La conférence s’est ensuite penchée sur « Le développement international du marché de l’art » et « L’incidence du droit de suite pour les artistes ». Les créateurs ont souligné avec beaucoup d’éloquence la nature fondamentalement équitable du droit de suite et ses avantages pour les artistes. Ont ainsi pris la parole à tour de rôle Kazuhiko Fukuoji (Japon), Helal Zoubier (Algérie), Julio Carrasco Breton (Mexique), Hervé Di Rosa (Président du CIAGP), Romuald Hazoume (Bénin), Mattiusi Iyaituk (Ivujivik, Canada) et Richard Wentworth (R.-U.).

Les membres du panel ont insisté sur le fait que ce droit est une question de respect des artistes visuels. Ils ont également mis en avant la nécessité de l’adopter partout dans le monde afin que les artistes dont les œuvres sont revendues à l’étranger bénéficient du principe de réciprocité. « Le droit de suite doit être universel et équitable », a dit Hervé Di Rosa, artiste visuel français et Président du CIAGP.

Le droit de suite est particulièrement important pour les artistes des marchés en développement qui présentent un immense potentiel de croissance mais disposent de moyens inadaptés pour financer le travail des jeunes artistes visuels. « Je parle au nom de tous les artistes africains : vous devez agir maintenant, sinon nous devrons encore continuer à subir cette injustice », a déclaré Romuald Hazoume (Bénin). 

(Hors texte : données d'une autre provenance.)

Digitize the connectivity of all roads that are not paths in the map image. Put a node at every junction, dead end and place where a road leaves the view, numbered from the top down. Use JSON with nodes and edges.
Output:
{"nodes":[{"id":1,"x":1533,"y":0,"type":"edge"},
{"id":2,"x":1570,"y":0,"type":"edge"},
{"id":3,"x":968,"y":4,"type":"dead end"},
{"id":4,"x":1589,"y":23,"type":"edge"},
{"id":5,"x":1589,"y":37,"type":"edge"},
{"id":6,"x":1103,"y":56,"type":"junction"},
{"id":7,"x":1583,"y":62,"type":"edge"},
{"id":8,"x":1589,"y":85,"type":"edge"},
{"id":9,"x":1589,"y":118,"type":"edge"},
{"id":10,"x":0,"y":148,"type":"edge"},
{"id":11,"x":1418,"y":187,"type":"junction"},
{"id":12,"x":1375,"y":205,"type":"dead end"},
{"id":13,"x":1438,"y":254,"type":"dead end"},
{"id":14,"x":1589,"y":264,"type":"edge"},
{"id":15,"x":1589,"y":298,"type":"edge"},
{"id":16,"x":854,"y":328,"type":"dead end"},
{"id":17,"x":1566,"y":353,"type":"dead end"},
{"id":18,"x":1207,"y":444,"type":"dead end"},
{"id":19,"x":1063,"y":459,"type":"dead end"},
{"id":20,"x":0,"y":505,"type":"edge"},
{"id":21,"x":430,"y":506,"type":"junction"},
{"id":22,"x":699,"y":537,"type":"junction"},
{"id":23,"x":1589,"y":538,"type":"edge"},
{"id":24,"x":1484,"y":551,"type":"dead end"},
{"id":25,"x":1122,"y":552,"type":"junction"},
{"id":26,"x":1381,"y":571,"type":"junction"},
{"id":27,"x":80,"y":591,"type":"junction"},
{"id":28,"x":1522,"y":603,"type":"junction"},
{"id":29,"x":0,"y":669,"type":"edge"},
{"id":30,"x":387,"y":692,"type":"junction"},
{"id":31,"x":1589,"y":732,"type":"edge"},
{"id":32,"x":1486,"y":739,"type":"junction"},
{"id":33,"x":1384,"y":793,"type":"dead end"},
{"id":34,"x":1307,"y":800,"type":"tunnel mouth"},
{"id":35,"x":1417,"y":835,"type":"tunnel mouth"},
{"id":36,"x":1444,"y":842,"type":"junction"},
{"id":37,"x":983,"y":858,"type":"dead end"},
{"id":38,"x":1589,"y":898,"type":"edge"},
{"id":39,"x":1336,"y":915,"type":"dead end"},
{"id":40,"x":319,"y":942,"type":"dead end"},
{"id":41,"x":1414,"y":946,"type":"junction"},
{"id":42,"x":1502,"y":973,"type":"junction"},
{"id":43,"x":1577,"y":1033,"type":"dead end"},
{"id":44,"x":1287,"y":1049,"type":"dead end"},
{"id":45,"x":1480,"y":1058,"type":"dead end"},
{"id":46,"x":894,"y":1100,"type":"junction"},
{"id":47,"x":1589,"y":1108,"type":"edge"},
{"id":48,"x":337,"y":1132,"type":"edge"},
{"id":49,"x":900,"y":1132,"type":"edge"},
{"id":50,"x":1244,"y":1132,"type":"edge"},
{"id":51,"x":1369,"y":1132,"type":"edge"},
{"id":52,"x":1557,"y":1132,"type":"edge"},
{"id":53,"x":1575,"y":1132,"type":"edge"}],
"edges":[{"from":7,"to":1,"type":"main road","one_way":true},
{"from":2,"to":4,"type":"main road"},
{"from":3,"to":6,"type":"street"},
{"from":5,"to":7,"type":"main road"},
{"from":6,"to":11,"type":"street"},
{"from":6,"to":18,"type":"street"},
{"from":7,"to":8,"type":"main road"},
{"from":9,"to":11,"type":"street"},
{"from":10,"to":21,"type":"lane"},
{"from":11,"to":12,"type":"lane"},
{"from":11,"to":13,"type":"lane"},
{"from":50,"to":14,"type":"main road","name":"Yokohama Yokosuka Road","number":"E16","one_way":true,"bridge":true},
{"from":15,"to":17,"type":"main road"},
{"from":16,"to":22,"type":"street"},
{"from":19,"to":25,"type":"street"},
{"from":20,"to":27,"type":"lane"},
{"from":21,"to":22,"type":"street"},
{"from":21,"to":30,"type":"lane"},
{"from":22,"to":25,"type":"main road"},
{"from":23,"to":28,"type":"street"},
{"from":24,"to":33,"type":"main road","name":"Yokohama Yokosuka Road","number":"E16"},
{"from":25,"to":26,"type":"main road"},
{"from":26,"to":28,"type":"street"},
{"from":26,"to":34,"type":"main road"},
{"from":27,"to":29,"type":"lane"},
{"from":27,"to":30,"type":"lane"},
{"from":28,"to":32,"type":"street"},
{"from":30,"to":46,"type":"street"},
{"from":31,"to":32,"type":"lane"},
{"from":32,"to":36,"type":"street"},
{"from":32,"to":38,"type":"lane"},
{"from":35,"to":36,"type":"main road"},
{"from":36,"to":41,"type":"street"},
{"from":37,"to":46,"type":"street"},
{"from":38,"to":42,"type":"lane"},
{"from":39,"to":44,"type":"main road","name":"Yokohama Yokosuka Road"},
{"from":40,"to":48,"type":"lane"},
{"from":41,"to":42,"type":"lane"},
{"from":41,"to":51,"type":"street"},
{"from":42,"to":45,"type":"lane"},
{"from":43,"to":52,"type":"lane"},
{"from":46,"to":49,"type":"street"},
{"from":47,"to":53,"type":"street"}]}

Dans une déclaration écrite, le créateur aborigène Nyurpaya Kaika a rappelé à l’auditoire l’importance de ce droit pour les communautés indigènes, « car le produit de la revente de nos œuvres nourrit nos enfants et nos petits-enfants ». Il a également souligné qu’il revient aux communautés indigènes elles-mêmes, et non à des analystes externes, de décider de l’intérêt de ce droit pour ces communautés.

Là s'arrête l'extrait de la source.